┏━━

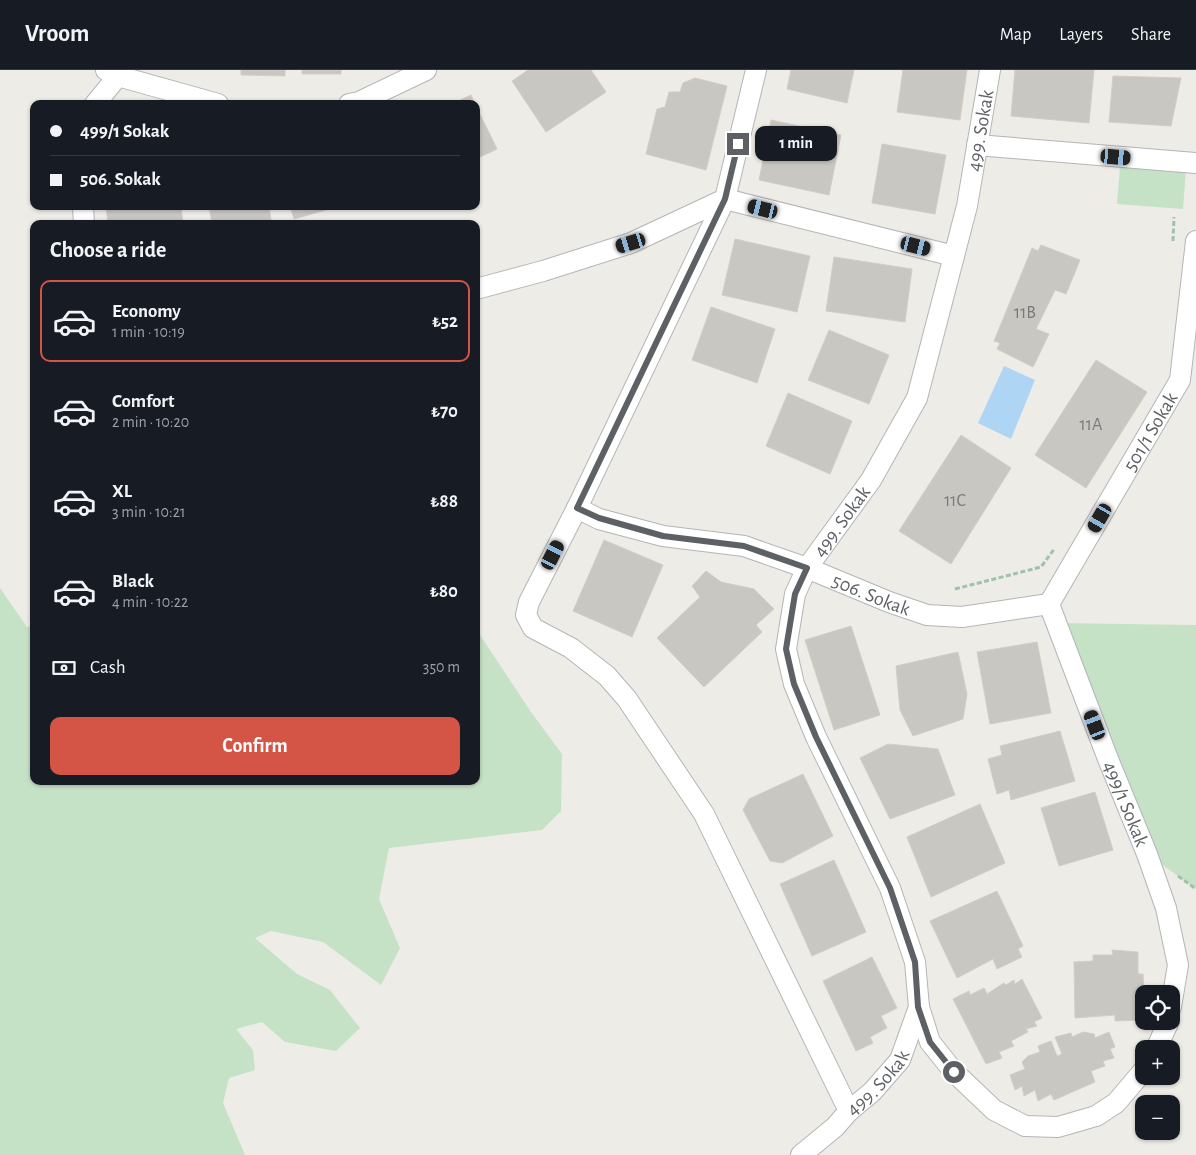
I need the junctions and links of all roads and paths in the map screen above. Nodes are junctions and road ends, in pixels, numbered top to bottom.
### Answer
1 (426, 70) edge
2 (756, 70) edge
3 (990, 70) edge
4 (114, 72) edge
5 (97, 100) edge
6 (205, 100) edge
7 (363, 100) edge
8 (977, 145) junction
9 (1196, 163) edge
10 (725, 199) junction
11 (1174, 217) dead end
12 (1196, 241) edge
13 (1172, 245) dead end
14 (954, 256) junction
15 (480, 288) edge
16 (1188, 381) edge
17 (577, 508) junction
18 (1057, 545) dead end
19 (807, 568) junction
20 (956, 589) dead end
21 (1049, 604) junction
22 (1175, 985) edge
23 (918, 1007) junction
24 (1135, 1080) edge
25 (849, 1111) junction
26 (801, 1155) edge

1 - 7 street
2 - 10 street
3 - 8 street, 499. Sokak
4 - 5 street
4 - 6 street
8 - 9 street
8 - 14 street, 499. Sokak
10 - 14 street
10 - 15 street
10 - 17 street
11 - 13 path
12 - 16 street, 501/1 Sokak
14 - 19 street, 499. Sokak
16 - 21 street, 501/1 Sokak
17 - 19 street, 506. Sokak
17 - 25 street
18 - 20 path
19 - 21 street, 506. Sokak
19 - 23 street, 499. Sokak
21 - 22 street, 499/1 Sokak
23 - 24 street
23 - 25 street, 499. Sokak
25 - 26 street, 499. Sokak

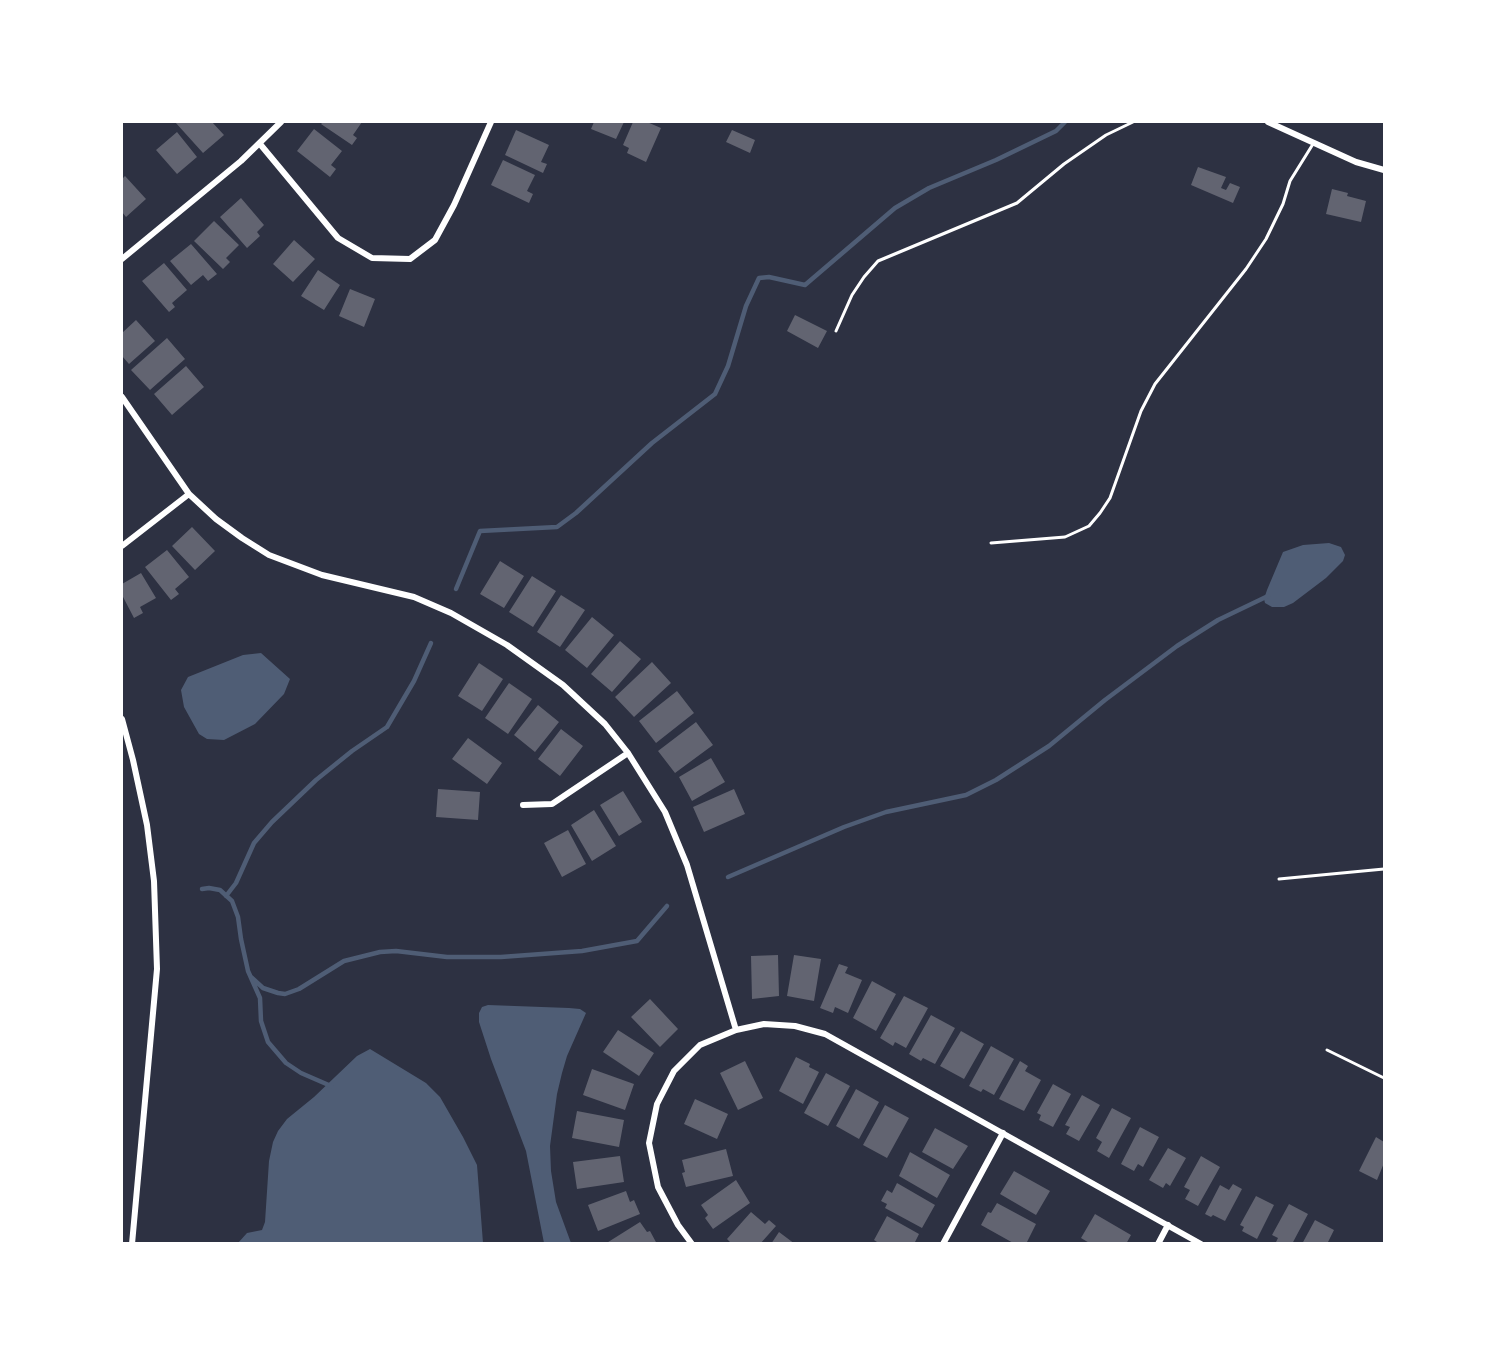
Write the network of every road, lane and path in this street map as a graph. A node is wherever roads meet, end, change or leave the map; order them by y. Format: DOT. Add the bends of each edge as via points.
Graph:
graph roads {
  1 [pos="281,122"];
  2 [pos="491,122"];
  3 [pos="1132,122"];
  4 [pos="1268,122"];
  5 [pos="260,144"];
  6 [pos="1313,144"];
  7 [pos="1384,170"];
  8 [pos="122,259"];
  9 [pos="836,330"];
  10 [pos="122,397"];
  11 [pos="189,494"];
  12 [pos="991,543"];
  13 [pos="122,546"];
  14 [pos="122,719"];
  15 [pos="628,753"];
  16 [pos="523,805"];
  17 [pos="1384,869"];
  18 [pos="1279,879"];
  19 [pos="736,1030"];
  20 [pos="1327,1050"];
  21 [pos="1384,1078"];
  22 [pos="1003,1133"];
  23 [pos="1168,1226"];
  24 [pos="132,1244"];
  25 [pos="692,1244"];
  26 [pos="943,1244"];
  27 [pos="1158,1244"];
  28 [pos="1201,1244"];
  1 -- 5 [label="street"];
  2 -- 5 [label="street" via="435,240 410,259 372,258 338,238"];
  3 -- 9 [label="lane" via="1064,164 1017,203 878,261 852,295"];
  4 -- 6 [label="street"];
  5 -- 8 [label="street"];
  6 -- 7 [label="street"];
  6 -- 12 [label="lane" via="1290,181 1266,239 1155,384 1110,498 1100,513 1089,526 1065,537"];
  10 -- 11 [label="street"];
  11 -- 13 [label="street"];
  11 -- 15 [label="street" via="216,519 269,555 322,575 414,597 507,645 563,685 605,724"];
  14 -- 24 [label="street" via="147,825 154,881 157,969"];
  15 -- 16 [label="street" via="552,804"];
  15 -- 19 [label="street" via="665,812 687,865"];
  17 -- 18 [label="lane"];
  19 -- 22 [label="street" via="764,1024 795,1026 825,1034"];
  19 -- 25 [label="street" via="700,1045 674,1071 651,1126 649,1143 658,1187"];
  20 -- 21 [label="lane"];
  22 -- 23 [label="street"];
  22 -- 26 [label="street"];
  23 -- 27 [label="street"];
  23 -- 28 [label="street"];
}
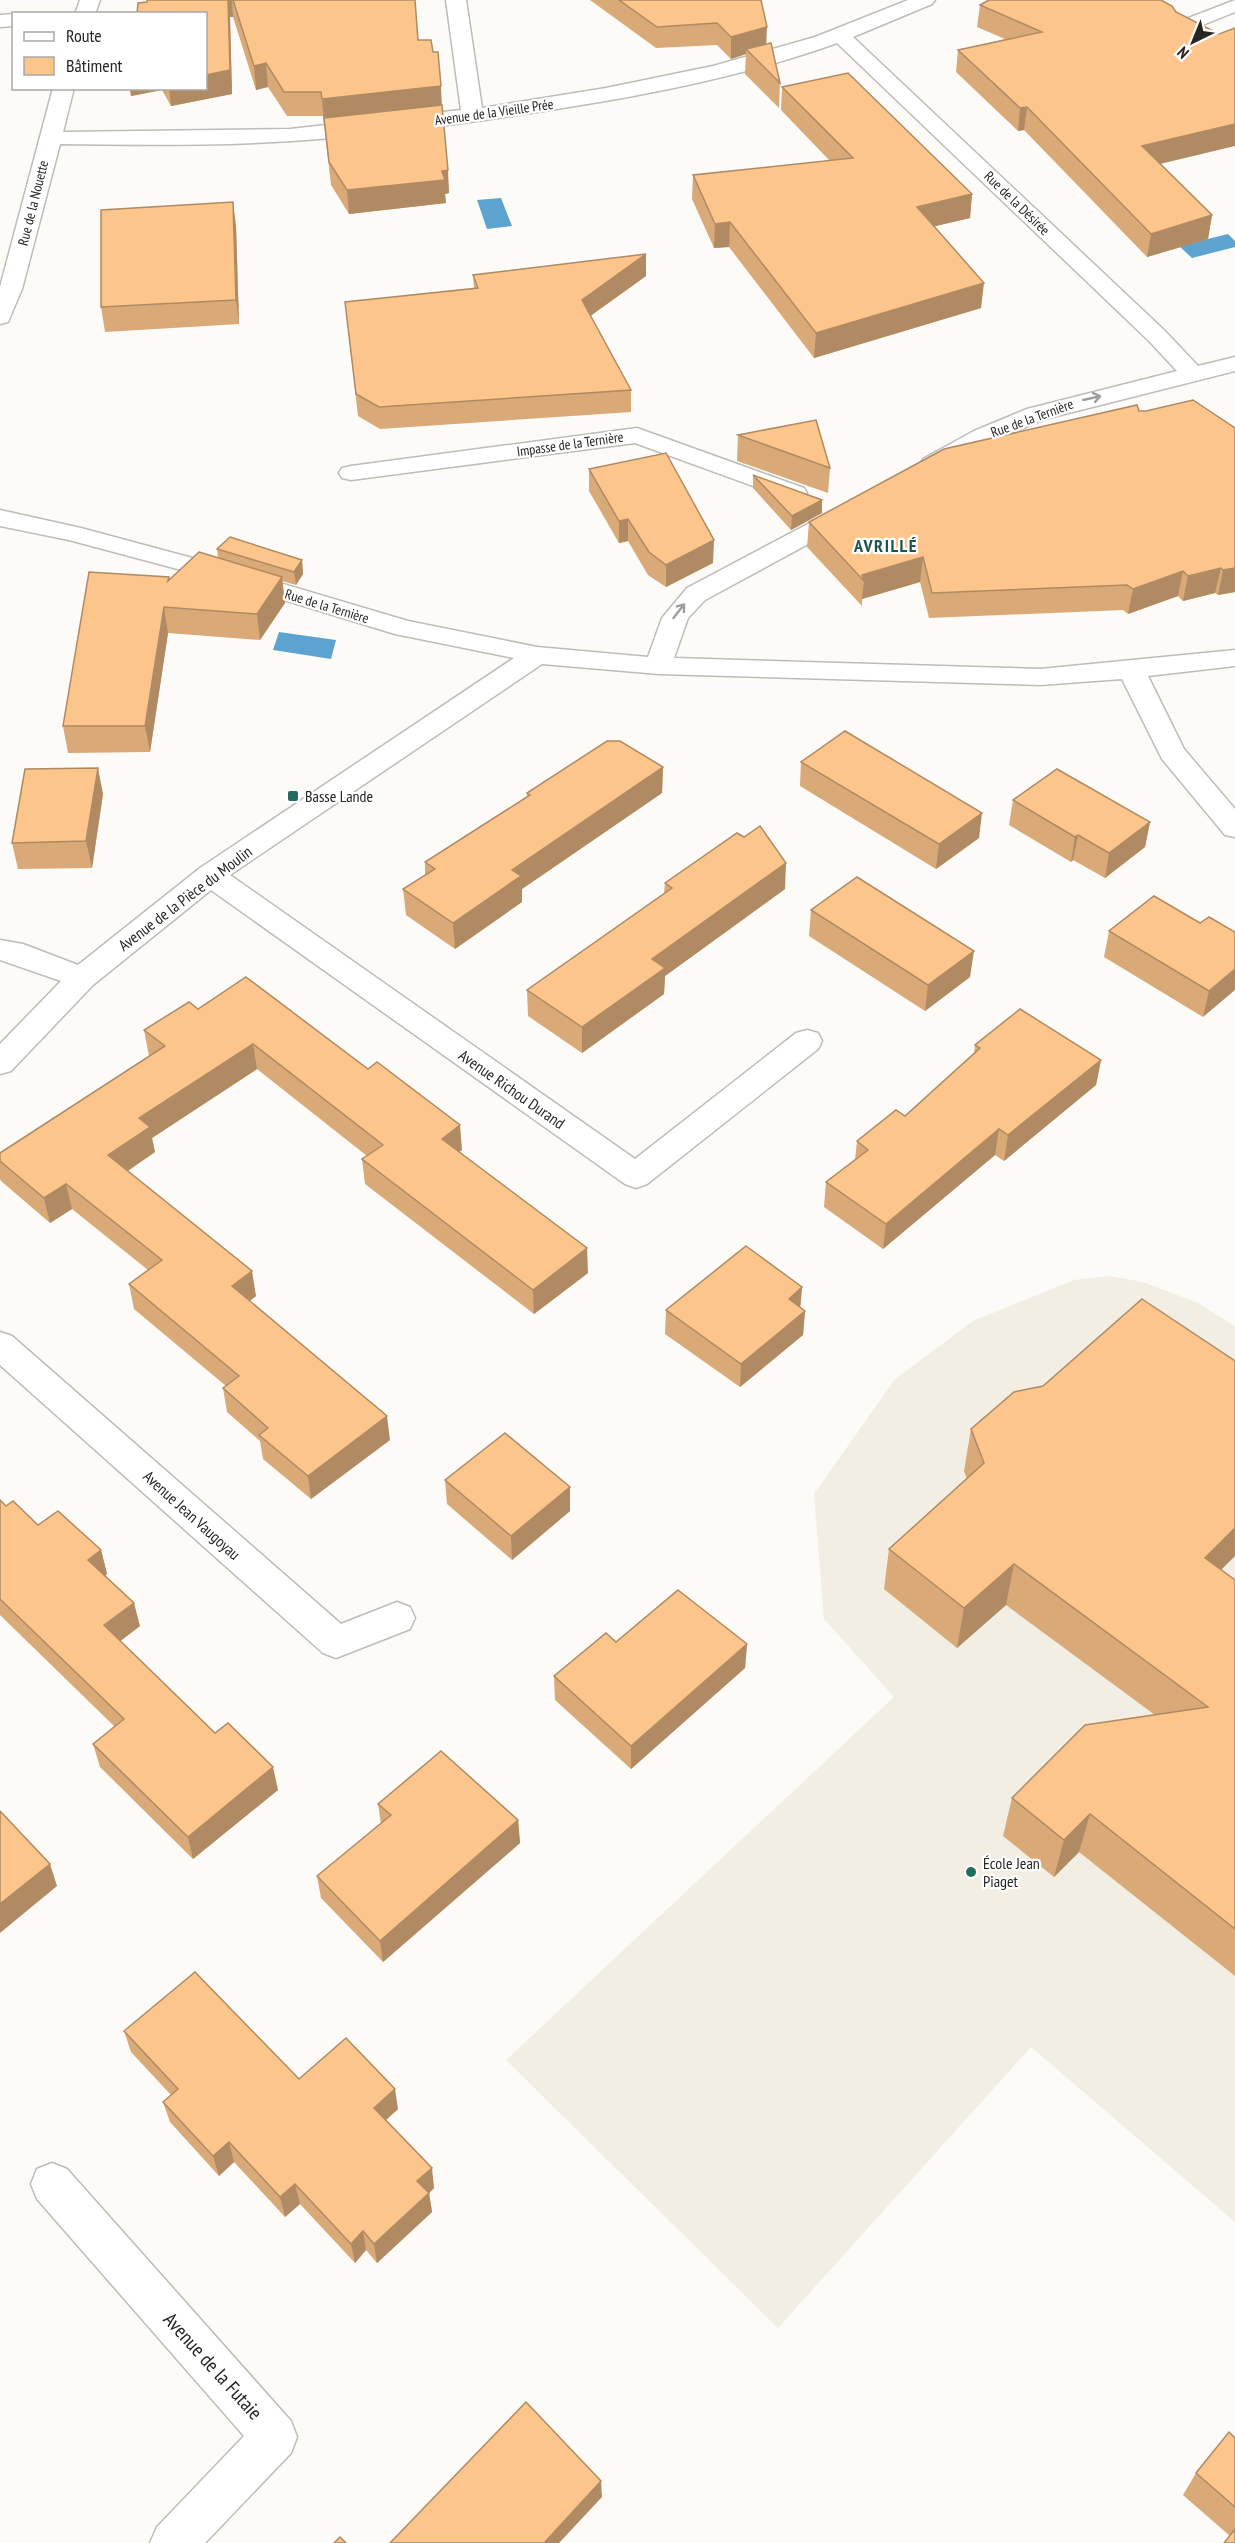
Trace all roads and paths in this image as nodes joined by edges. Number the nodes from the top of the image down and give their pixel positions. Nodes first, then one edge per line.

┗━━

* [EXERCISE REQUIREMENTS] The answer is every line of the data, exactly as written, with the pictures dropped.

* [PROBLEM SOLUTION]
I need the junctions and links of all roads and paths in the map screen above. Nodes are junctions and road ends, in pixels, numbered top to bottom.
### Answer
1 (426, 70) edge
2 (756, 70) edge
3 (990, 70) edge
4 (114, 72) edge
5 (97, 100) edge
6 (205, 100) edge
7 (363, 100) edge
8 (977, 145) junction
9 (1196, 163) edge
10 (725, 199) junction
11 (1174, 217) dead end
12 (1196, 241) edge
13 (1172, 245) dead end
14 (954, 256) junction
15 (480, 288) edge
16 (1188, 381) edge
17 (577, 508) junction
18 (1057, 545) dead end
19 (807, 568) junction
20 (956, 589) dead end
21 (1049, 604) junction
22 (1175, 985) edge
23 (918, 1007) junction
24 (1135, 1080) edge
25 (849, 1111) junction
26 (801, 1155) edge

1 - 7 street
2 - 10 street
3 - 8 street, 499. Sokak
4 - 5 street
4 - 6 street
8 - 9 street
8 - 14 street, 499. Sokak
10 - 14 street
10 - 15 street
10 - 17 street
11 - 13 path
12 - 16 street, 501/1 Sokak
14 - 19 street, 499. Sokak
16 - 21 street, 501/1 Sokak
17 - 19 street, 506. Sokak
17 - 25 street
18 - 20 path
19 - 21 street, 506. Sokak
19 - 23 street, 499. Sokak
21 - 22 street, 499/1 Sokak
23 - 24 street
23 - 25 street, 499. Sokak
25 - 26 street, 499. Sokak

Write the network of every road, lane and path in this street map as a graph. A node is wherever roads meet, end, change or leave the map; order them by y. Format: DOT. Add the bends of each edge as via points.
Graph:
graph roads {
  1 [pos="281,122"];
  2 [pos="491,122"];
  3 [pos="1132,122"];
  4 [pos="1268,122"];
  5 [pos="260,144"];
  6 [pos="1313,144"];
  7 [pos="1384,170"];
  8 [pos="122,259"];
  9 [pos="836,330"];
  10 [pos="122,397"];
  11 [pos="189,494"];
  12 [pos="991,543"];
  13 [pos="122,546"];
  14 [pos="122,719"];
  15 [pos="628,753"];
  16 [pos="523,805"];
  17 [pos="1384,869"];
  18 [pos="1279,879"];
  19 [pos="736,1030"];
  20 [pos="1327,1050"];
  21 [pos="1384,1078"];
  22 [pos="1003,1133"];
  23 [pos="1168,1226"];
  24 [pos="132,1244"];
  25 [pos="692,1244"];
  26 [pos="943,1244"];
  27 [pos="1158,1244"];
  28 [pos="1201,1244"];
  1 -- 5 [label="street"];
  2 -- 5 [label="street" via="435,240 410,259 372,258 338,238"];
  3 -- 9 [label="lane" via="1064,164 1017,203 878,261 852,295"];
  4 -- 6 [label="street"];
  5 -- 8 [label="street"];
  6 -- 7 [label="street"];
  6 -- 12 [label="lane" via="1290,181 1266,239 1155,384 1110,498 1100,513 1089,526 1065,537"];
  10 -- 11 [label="street"];
  11 -- 13 [label="street"];
  11 -- 15 [label="street" via="216,519 269,555 322,575 414,597 507,645 563,685 605,724"];
  14 -- 24 [label="street" via="147,825 154,881 157,969"];
  15 -- 16 [label="street" via="552,804"];
  15 -- 19 [label="street" via="665,812 687,865"];
  17 -- 18 [label="lane"];
  19 -- 22 [label="street" via="764,1024 795,1026 825,1034"];
  19 -- 25 [label="street" via="700,1045 674,1071 651,1126 649,1143 658,1187"];
  20 -- 21 [label="lane"];
  22 -- 23 [label="street"];
  22 -- 26 [label="street"];
  23 -- 27 [label="street"];
  23 -- 28 [label="street"];
}
Trace all roads and paths in this image as nodes joined by edges. Number the nodes from the top of the image down and give their pixel positions. Nodes first, then one edge per line.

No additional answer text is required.